Aparte de que la cuaresma pueda ser interpretada como una
invitación a adentrarnos en los espacios donde encuentran aposento las
ultimidades del ser, también está ahí para recordarnos que todos necesitamos de
una conversión. Yo entiendo que el cambio
de perspectiva bien pudiera ser en sí mismo ya una forma de conversión o cuando
menos nos la facilita en la medida que nos permite ver la vida con ojos del
espíritu y nos coloca en situación de conocernos mejor a nosotros mismos.
Cuando
esto sucede es fácil darse cuenta que es bien poco lo que necesitamos para sentirnos
plenamente satisfechos. Nos basta con vivir en paz, saborear el sentimiento gozoso del amor
universal, alegrarnos con nuestro propio
perdón y el de los demás, sentirnos libres en y por la verdad, fuertes a pesar
de nuestra debilidad, confiados en que no nos faltarán las fuerzas para
levantarnos cuando caigamos, conscientes de nuestra fragilidad e impotencia
frente a los avatares de la vida que nos sacuden sin piedad, pero sabedores
también de que Dios está de nuestra parte y que teniéndole a Él lo tenemos todo,
sin que nada ni nadie pueda inquietarnos. ¿No son estos motivos más que suficientes
para poder vivir dichosamente?
Hay realidades que son difíciles de explicar,
porque están hechas para ser vividas y ésta de la que estamos hablando es una
de ellas, pero en la medida que nos sumergimos en la vida del espíritu vamos
comprendiendo que la filosofía del “perderlo todo para ganarlo todo” encierra
una verdad absoluta y profunda, que puede ser fácilmente constatada por
cualquiera que esté dispuesto a vivenciarla.
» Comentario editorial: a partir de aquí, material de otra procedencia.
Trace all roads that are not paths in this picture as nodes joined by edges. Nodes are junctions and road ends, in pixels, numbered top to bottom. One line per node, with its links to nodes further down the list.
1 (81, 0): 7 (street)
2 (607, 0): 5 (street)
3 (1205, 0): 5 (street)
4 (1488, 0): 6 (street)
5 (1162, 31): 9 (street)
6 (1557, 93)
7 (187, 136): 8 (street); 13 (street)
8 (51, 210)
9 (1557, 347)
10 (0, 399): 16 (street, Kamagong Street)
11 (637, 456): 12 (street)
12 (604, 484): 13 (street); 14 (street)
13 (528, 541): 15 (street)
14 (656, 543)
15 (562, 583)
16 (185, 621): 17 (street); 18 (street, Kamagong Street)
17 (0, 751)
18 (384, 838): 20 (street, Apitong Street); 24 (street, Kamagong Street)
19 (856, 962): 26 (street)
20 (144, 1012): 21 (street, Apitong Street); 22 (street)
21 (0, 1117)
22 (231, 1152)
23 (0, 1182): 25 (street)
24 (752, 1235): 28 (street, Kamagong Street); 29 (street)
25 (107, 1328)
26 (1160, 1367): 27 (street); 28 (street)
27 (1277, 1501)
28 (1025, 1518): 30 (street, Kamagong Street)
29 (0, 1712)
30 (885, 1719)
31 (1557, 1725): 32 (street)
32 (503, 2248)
Hasta puede que sea suficiente con prestar
oídos tan sólo a la propia conciencia, que quiere hablarnos desde el fondo de
nuestro ser. En el silencio de la noche, cuando nos quedamos a solas y cesa
toda actividad, cuando cerramos los ojos y nos disponemos a dormir sin saber
siquiera si vamos a despertar al día siguiente, basta con unos intensos
momentos de escucha. Y a veces ni siquiera eso, simplemente lo que tenemos que
hacer es dejarnos llevar por la acción de Dios, quien sale a nuestro encuentro cuando
menos lo pensamos, nos toca el corazón y ahí se acabó todo para comenzar una
nueva vida.
Esto sucede con más frecuencia de lo que
nosotros nos imaginamos. El Dios silencioso oculto entre las sombras siempre está
cerca de nosotros y nos habla; otra cosa es que nosotros sepamos descifrar sus
mensajes e interpretar sus silencios “Yo estoy a la puerta y llamo, nos dice,
si alguno oye mi voz y abre la puerta entraré a él”; lo que pasa es que con frecuencia estamos
fuera de casa o si estamos dentro hay
demasiado ruido para poder escucharle. El
problema que tenemos los hombres de hoy es que nos hemos volcado hacia el
exterior, hemos ido perdiendo la capacidad de interiorización hasta
convertirnos en unos extraños a nosotros mismos. Nos hemos ido empobreciendo y
ya sólo sabemos vivir de puertas afuera.